- _WORK INSTRUCTIONS_
Repeat the listing in full, exactly as it stands.

- _AVAILABLE DATA_

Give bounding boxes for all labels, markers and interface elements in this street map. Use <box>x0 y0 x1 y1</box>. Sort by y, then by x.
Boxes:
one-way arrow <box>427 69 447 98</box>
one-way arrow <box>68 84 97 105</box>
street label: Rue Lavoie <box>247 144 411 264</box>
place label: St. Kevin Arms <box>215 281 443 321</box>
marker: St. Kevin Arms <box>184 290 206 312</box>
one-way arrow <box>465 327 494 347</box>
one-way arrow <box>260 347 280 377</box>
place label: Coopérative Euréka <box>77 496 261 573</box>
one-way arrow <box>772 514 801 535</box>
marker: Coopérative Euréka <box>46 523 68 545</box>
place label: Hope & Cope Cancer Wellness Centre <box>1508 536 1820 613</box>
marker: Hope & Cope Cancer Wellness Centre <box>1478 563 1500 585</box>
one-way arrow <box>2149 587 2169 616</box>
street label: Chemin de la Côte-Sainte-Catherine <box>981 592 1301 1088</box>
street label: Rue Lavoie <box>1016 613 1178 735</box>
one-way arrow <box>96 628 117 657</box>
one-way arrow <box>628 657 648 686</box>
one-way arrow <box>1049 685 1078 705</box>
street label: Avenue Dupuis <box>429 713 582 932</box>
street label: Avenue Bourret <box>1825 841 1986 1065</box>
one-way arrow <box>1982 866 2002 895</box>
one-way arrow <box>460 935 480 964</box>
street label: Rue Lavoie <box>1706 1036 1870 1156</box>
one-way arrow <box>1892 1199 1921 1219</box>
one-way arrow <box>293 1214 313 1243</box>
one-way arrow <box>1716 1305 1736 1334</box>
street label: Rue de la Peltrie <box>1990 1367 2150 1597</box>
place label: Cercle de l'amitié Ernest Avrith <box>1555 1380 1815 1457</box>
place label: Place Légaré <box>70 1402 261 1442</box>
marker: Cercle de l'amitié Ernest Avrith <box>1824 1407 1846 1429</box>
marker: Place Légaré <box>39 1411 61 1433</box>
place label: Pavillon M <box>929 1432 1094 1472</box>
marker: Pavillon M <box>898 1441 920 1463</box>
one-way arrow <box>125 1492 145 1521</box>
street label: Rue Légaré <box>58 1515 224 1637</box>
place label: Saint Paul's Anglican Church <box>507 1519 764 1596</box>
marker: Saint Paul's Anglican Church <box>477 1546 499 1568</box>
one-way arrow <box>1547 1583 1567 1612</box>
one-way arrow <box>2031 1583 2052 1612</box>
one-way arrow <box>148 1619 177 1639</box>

- _RESPONSE AREA_
Give bounding boxes for all labels, markers and interface elements in this street map. Use <box>x0 y0 x1 y1</box>. Sort by y, then by x.
Boxes:
one-way arrow <box>427 69 447 98</box>
one-way arrow <box>68 84 97 105</box>
street label: Rue Lavoie <box>247 144 411 264</box>
place label: St. Kevin Arms <box>215 281 443 321</box>
marker: St. Kevin Arms <box>184 290 206 312</box>
one-way arrow <box>465 327 494 347</box>
one-way arrow <box>260 347 280 377</box>
place label: Coopérative Euréka <box>77 496 261 573</box>
one-way arrow <box>772 514 801 535</box>
marker: Coopérative Euréka <box>46 523 68 545</box>
place label: Hope & Cope Cancer Wellness Centre <box>1508 536 1820 613</box>
marker: Hope & Cope Cancer Wellness Centre <box>1478 563 1500 585</box>
one-way arrow <box>2149 587 2169 616</box>
street label: Chemin de la Côte-Sainte-Catherine <box>981 592 1301 1088</box>
street label: Rue Lavoie <box>1016 613 1178 735</box>
one-way arrow <box>96 628 117 657</box>
one-way arrow <box>628 657 648 686</box>
one-way arrow <box>1049 685 1078 705</box>
street label: Avenue Dupuis <box>429 713 582 932</box>
street label: Avenue Bourret <box>1825 841 1986 1065</box>
one-way arrow <box>1982 866 2002 895</box>
one-way arrow <box>460 935 480 964</box>
street label: Rue Lavoie <box>1706 1036 1870 1156</box>
one-way arrow <box>1892 1199 1921 1219</box>
one-way arrow <box>293 1214 313 1243</box>
one-way arrow <box>1716 1305 1736 1334</box>
street label: Rue de la Peltrie <box>1990 1367 2150 1597</box>
place label: Cercle de l'amitié Ernest Avrith <box>1555 1380 1815 1457</box>
place label: Place Légaré <box>70 1402 261 1442</box>
marker: Cercle de l'amitié Ernest Avrith <box>1824 1407 1846 1429</box>
marker: Place Légaré <box>39 1411 61 1433</box>
place label: Pavillon M <box>929 1432 1094 1472</box>
marker: Pavillon M <box>898 1441 920 1463</box>
one-way arrow <box>125 1492 145 1521</box>
street label: Rue Légaré <box>58 1515 224 1637</box>
place label: Saint Paul's Anglican Church <box>507 1519 764 1596</box>
marker: Saint Paul's Anglican Church <box>477 1546 499 1568</box>
one-way arrow <box>1547 1583 1567 1612</box>
one-way arrow <box>2031 1583 2052 1612</box>
one-way arrow <box>148 1619 177 1639</box>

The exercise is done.